## EXERCISE OBJECTIVE
Your job is to copy every record exactly.

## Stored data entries
:::

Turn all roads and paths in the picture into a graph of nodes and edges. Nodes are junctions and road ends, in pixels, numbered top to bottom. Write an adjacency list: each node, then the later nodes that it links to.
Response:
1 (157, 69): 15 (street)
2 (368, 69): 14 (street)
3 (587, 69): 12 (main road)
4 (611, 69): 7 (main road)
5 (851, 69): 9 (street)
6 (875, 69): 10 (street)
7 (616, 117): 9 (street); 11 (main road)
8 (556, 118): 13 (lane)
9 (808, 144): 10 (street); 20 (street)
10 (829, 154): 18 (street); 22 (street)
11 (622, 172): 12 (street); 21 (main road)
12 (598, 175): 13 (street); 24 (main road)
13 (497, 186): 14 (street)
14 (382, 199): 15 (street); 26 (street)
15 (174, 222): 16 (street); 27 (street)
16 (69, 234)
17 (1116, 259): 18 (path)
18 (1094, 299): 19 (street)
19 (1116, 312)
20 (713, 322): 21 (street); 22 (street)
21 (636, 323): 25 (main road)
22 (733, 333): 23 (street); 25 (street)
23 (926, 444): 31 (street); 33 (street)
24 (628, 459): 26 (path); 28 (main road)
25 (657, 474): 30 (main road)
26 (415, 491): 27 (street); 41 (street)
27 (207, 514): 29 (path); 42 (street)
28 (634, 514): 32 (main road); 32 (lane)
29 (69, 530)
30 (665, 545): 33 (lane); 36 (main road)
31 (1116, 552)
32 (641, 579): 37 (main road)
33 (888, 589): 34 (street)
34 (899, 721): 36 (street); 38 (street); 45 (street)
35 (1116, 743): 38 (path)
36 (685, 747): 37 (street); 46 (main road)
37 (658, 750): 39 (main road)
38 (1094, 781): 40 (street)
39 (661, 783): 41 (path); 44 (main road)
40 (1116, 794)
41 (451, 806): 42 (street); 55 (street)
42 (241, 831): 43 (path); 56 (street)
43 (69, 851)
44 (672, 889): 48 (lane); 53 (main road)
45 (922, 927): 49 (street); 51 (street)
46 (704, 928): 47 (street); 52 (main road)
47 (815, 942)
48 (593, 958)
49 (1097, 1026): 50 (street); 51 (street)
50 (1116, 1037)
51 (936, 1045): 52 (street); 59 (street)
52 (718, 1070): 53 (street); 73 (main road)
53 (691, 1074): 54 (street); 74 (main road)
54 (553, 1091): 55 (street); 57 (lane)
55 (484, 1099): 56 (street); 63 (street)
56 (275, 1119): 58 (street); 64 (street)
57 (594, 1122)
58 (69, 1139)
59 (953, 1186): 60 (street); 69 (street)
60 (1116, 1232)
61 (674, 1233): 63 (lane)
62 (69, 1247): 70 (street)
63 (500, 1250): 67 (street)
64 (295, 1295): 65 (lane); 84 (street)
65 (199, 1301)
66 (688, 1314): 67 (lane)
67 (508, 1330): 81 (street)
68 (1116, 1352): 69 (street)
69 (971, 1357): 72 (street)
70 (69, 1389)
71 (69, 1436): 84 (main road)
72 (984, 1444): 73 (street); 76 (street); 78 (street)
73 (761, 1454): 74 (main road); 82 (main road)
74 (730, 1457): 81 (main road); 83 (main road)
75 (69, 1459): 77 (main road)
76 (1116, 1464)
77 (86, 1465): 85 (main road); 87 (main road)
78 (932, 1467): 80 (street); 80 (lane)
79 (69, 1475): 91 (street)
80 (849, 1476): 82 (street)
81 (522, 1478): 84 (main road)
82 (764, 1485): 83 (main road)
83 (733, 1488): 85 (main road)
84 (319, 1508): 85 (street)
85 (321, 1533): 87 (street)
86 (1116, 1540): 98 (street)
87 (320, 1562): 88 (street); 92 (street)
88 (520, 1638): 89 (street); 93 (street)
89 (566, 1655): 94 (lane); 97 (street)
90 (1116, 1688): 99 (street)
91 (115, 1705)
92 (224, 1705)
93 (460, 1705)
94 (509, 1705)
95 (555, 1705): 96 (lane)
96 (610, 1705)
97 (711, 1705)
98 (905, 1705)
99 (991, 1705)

:::

## ANSWER FOR THE TASK
Turn all roads and paths in the picture into a graph of nodes and edges. Nodes are junctions and road ends, in pixels, numbered top to bottom. Write an adjacency list: each node, then the later nodes that it links to.
Response:
1 (157, 69): 15 (street)
2 (368, 69): 14 (street)
3 (587, 69): 12 (main road)
4 (611, 69): 7 (main road)
5 (851, 69): 9 (street)
6 (875, 69): 10 (street)
7 (616, 117): 9 (street); 11 (main road)
8 (556, 118): 13 (lane)
9 (808, 144): 10 (street); 20 (street)
10 (829, 154): 18 (street); 22 (street)
11 (622, 172): 12 (street); 21 (main road)
12 (598, 175): 13 (street); 24 (main road)
13 (497, 186): 14 (street)
14 (382, 199): 15 (street); 26 (street)
15 (174, 222): 16 (street); 27 (street)
16 (69, 234)
17 (1116, 259): 18 (path)
18 (1094, 299): 19 (street)
19 (1116, 312)
20 (713, 322): 21 (street); 22 (street)
21 (636, 323): 25 (main road)
22 (733, 333): 23 (street); 25 (street)
23 (926, 444): 31 (street); 33 (street)
24 (628, 459): 26 (path); 28 (main road)
25 (657, 474): 30 (main road)
26 (415, 491): 27 (street); 41 (street)
27 (207, 514): 29 (path); 42 (street)
28 (634, 514): 32 (main road); 32 (lane)
29 (69, 530)
30 (665, 545): 33 (lane); 36 (main road)
31 (1116, 552)
32 (641, 579): 37 (main road)
33 (888, 589): 34 (street)
34 (899, 721): 36 (street); 38 (street); 45 (street)
35 (1116, 743): 38 (path)
36 (685, 747): 37 (street); 46 (main road)
37 (658, 750): 39 (main road)
38 (1094, 781): 40 (street)
39 (661, 783): 41 (path); 44 (main road)
40 (1116, 794)
41 (451, 806): 42 (street); 55 (street)
42 (241, 831): 43 (path); 56 (street)
43 (69, 851)
44 (672, 889): 48 (lane); 53 (main road)
45 (922, 927): 49 (street); 51 (street)
46 (704, 928): 47 (street); 52 (main road)
47 (815, 942)
48 (593, 958)
49 (1097, 1026): 50 (street); 51 (street)
50 (1116, 1037)
51 (936, 1045): 52 (street); 59 (street)
52 (718, 1070): 53 (street); 73 (main road)
53 (691, 1074): 54 (street); 74 (main road)
54 (553, 1091): 55 (street); 57 (lane)
55 (484, 1099): 56 (street); 63 (street)
56 (275, 1119): 58 (street); 64 (street)
57 (594, 1122)
58 (69, 1139)
59 (953, 1186): 60 (street); 69 (street)
60 (1116, 1232)
61 (674, 1233): 63 (lane)
62 (69, 1247): 70 (street)
63 (500, 1250): 67 (street)
64 (295, 1295): 65 (lane); 84 (street)
65 (199, 1301)
66 (688, 1314): 67 (lane)
67 (508, 1330): 81 (street)
68 (1116, 1352): 69 (street)
69 (971, 1357): 72 (street)
70 (69, 1389)
71 (69, 1436): 84 (main road)
72 (984, 1444): 73 (street); 76 (street); 78 (street)
73 (761, 1454): 74 (main road); 82 (main road)
74 (730, 1457): 81 (main road); 83 (main road)
75 (69, 1459): 77 (main road)
76 (1116, 1464)
77 (86, 1465): 85 (main road); 87 (main road)
78 (932, 1467): 80 (street); 80 (lane)
79 (69, 1475): 91 (street)
80 (849, 1476): 82 (street)
81 (522, 1478): 84 (main road)
82 (764, 1485): 83 (main road)
83 (733, 1488): 85 (main road)
84 (319, 1508): 85 (street)
85 (321, 1533): 87 (street)
86 (1116, 1540): 98 (street)
87 (320, 1562): 88 (street); 92 (street)
88 (520, 1638): 89 (street); 93 (street)
89 (566, 1655): 94 (lane); 97 (street)
90 (1116, 1688): 99 (street)
91 (115, 1705)
92 (224, 1705)
93 (460, 1705)
94 (509, 1705)
95 (555, 1705): 96 (lane)
96 (610, 1705)
97 (711, 1705)
98 (905, 1705)
99 (991, 1705)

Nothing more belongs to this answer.